Good free OCR?
Does anybody have a recommendation of good, free OCR software?
- No online services; must run entirely locally
- Only really needs to handle English text, but not completely botching code would be a big plus
- Should be able to output PDF with embedded images at least, but preferably also Word
- PDF output should (optionally?) contain the entire scanned page as a background image
- Command line mode would be a huge plus
Or download Tesseract and roll your own, that's what I did
Doesn't support PDF output, and its export to Word action just dumps a bunch of plain text into Word.
Anyway, I added a few more criteria/clarifications.
I tried something called "PDF OCR".
- doesn't install to Program Files by default
- not free, and the trial version is unusable
- mode 1/2, "PDF -> OCR", can't produce a PDF
- mode 2/2, "image -> PDF", doesn't OCR
- stupid skinned interface overrides the default window chrome
- doesn't register uninstaller for Add/Remove Programs
Verdict: -5 stars out of 5 and uninstall with extreme prejudice.
Do you need an application, or a library? There are several OCR programs around, though few are free. Libraries are a different story; when I was looking for one that fit similar requirements (as well as 'should work on both iOS and Android') what I found came down to a) Tesseract, and b) bupkiss. Since Tessaract is written mostly in K&R C (though most of it has been updated) with some later extensions in C++99, using it on Android was a problem, though not an insurmountable one.

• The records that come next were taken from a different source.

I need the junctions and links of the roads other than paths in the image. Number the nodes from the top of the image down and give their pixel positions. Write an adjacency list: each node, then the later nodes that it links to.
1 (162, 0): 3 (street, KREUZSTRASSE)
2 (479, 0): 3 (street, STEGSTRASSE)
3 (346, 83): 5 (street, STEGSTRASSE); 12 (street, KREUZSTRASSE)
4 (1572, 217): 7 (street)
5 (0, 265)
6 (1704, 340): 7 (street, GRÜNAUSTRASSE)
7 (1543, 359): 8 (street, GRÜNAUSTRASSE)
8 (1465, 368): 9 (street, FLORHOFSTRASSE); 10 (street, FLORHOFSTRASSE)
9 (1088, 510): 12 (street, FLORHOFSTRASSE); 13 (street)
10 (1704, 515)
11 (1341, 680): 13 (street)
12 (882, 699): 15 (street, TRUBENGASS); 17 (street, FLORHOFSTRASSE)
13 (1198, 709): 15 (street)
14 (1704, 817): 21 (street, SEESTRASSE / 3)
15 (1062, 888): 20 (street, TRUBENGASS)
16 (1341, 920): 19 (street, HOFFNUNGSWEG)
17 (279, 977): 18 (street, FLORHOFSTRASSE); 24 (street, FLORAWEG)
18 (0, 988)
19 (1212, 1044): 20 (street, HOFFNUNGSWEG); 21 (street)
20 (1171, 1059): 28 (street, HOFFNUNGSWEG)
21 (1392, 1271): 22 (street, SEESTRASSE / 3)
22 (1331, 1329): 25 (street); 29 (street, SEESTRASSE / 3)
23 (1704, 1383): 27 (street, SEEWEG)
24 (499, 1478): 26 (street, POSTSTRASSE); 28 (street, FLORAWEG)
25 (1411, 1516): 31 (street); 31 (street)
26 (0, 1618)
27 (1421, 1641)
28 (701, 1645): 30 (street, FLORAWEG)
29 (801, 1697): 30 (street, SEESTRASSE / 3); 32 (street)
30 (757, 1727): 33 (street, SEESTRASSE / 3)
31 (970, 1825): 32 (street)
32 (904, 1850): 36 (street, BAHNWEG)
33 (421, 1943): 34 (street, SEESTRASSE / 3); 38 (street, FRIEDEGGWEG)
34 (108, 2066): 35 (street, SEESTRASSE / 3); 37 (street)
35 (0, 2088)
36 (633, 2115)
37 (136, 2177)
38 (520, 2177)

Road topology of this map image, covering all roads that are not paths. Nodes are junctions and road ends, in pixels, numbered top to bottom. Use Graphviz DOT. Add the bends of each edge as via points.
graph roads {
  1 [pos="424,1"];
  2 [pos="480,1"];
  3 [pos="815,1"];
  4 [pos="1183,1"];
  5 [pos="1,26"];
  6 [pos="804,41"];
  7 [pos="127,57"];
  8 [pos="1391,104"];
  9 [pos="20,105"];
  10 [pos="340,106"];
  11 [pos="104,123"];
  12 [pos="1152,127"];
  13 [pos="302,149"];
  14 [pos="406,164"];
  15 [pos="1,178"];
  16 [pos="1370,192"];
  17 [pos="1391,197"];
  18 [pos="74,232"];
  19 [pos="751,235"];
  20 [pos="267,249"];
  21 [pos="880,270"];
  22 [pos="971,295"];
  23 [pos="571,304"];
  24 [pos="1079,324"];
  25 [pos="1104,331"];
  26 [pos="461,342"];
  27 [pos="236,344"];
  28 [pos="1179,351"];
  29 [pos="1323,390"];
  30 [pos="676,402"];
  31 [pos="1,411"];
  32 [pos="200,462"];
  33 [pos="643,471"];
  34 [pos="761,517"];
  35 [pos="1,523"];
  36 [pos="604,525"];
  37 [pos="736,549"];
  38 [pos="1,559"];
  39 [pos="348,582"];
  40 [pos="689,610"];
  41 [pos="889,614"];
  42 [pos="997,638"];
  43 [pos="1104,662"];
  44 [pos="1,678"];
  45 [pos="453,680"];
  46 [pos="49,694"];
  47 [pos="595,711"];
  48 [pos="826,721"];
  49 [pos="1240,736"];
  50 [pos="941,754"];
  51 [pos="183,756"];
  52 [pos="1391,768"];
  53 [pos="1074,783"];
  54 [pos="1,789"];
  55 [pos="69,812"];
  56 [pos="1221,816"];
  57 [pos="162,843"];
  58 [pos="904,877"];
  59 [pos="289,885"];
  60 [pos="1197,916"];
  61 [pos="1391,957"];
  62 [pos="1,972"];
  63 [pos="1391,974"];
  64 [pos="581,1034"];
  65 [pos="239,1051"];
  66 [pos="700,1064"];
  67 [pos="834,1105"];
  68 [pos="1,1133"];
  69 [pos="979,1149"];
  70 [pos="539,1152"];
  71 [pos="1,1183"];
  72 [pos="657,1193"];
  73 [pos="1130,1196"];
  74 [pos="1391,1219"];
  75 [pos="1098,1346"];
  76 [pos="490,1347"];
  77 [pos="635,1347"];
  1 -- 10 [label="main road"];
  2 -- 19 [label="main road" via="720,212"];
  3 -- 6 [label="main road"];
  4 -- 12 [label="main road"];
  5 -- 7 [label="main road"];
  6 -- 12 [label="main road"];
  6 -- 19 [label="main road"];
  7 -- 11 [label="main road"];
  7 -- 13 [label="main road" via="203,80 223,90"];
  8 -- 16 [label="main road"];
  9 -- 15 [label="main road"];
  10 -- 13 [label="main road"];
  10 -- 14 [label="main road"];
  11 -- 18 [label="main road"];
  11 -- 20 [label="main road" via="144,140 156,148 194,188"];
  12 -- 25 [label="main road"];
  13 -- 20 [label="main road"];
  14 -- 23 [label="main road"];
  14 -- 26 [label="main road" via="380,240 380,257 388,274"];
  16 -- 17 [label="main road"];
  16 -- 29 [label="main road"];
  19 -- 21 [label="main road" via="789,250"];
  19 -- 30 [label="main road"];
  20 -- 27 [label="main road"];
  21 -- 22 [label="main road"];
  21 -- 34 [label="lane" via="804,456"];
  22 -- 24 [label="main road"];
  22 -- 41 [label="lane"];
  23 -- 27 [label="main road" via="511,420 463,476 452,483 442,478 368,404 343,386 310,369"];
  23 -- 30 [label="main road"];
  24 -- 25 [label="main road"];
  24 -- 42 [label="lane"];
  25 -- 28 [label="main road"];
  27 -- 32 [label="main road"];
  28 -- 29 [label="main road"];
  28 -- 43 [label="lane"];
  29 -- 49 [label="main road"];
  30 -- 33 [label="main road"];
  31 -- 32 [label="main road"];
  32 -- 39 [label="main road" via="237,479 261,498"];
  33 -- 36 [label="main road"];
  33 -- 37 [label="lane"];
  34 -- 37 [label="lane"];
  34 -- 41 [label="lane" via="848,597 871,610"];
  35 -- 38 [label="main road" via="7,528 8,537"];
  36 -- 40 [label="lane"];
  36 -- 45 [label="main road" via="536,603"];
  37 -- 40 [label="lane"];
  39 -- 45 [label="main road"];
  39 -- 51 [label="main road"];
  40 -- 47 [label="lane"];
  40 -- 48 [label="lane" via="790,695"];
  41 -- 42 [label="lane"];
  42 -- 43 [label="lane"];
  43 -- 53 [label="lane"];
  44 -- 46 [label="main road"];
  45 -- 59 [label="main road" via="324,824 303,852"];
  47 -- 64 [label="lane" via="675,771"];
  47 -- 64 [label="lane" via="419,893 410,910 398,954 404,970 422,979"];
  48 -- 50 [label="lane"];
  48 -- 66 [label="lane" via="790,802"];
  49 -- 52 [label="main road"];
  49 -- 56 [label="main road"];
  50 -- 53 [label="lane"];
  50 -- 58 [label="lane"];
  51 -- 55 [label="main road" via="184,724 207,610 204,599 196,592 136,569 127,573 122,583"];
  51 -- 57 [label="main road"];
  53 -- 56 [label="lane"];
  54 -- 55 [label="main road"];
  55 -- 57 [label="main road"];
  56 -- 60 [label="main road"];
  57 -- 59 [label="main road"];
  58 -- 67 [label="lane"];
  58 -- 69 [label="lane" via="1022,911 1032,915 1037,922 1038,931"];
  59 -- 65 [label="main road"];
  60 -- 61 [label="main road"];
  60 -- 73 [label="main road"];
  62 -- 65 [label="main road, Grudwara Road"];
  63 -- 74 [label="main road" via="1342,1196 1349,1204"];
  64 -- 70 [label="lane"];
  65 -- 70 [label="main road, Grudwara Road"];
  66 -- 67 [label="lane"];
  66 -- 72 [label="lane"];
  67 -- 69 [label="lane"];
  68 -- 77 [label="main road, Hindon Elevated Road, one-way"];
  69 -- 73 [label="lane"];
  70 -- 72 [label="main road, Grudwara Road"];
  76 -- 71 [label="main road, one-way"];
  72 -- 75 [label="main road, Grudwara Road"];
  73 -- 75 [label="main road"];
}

There are several Java OCR libraries, none of which were both free and working (there were several free ones which didn't do shit, and even some of the commercial ones were marginal) and most of which ran Cloud hosted. Since the goal was to allow scanning of business card information into a PIM, relying on a Cloud app would have been less than ideal, but probably not impossible - if would have been possible to save the scanned card until a stable connection was available, so it would just be an annoyance rather than a showstopper.
Did I mention that the main Java OCR library would have also been the main competition of that app? Yeah, its usually not a good idea to rely on someone who wants to compete with you.
Most of the working libraries I did find, free or otherwise regardless of language, were just wrappers around Tesseract, anyway.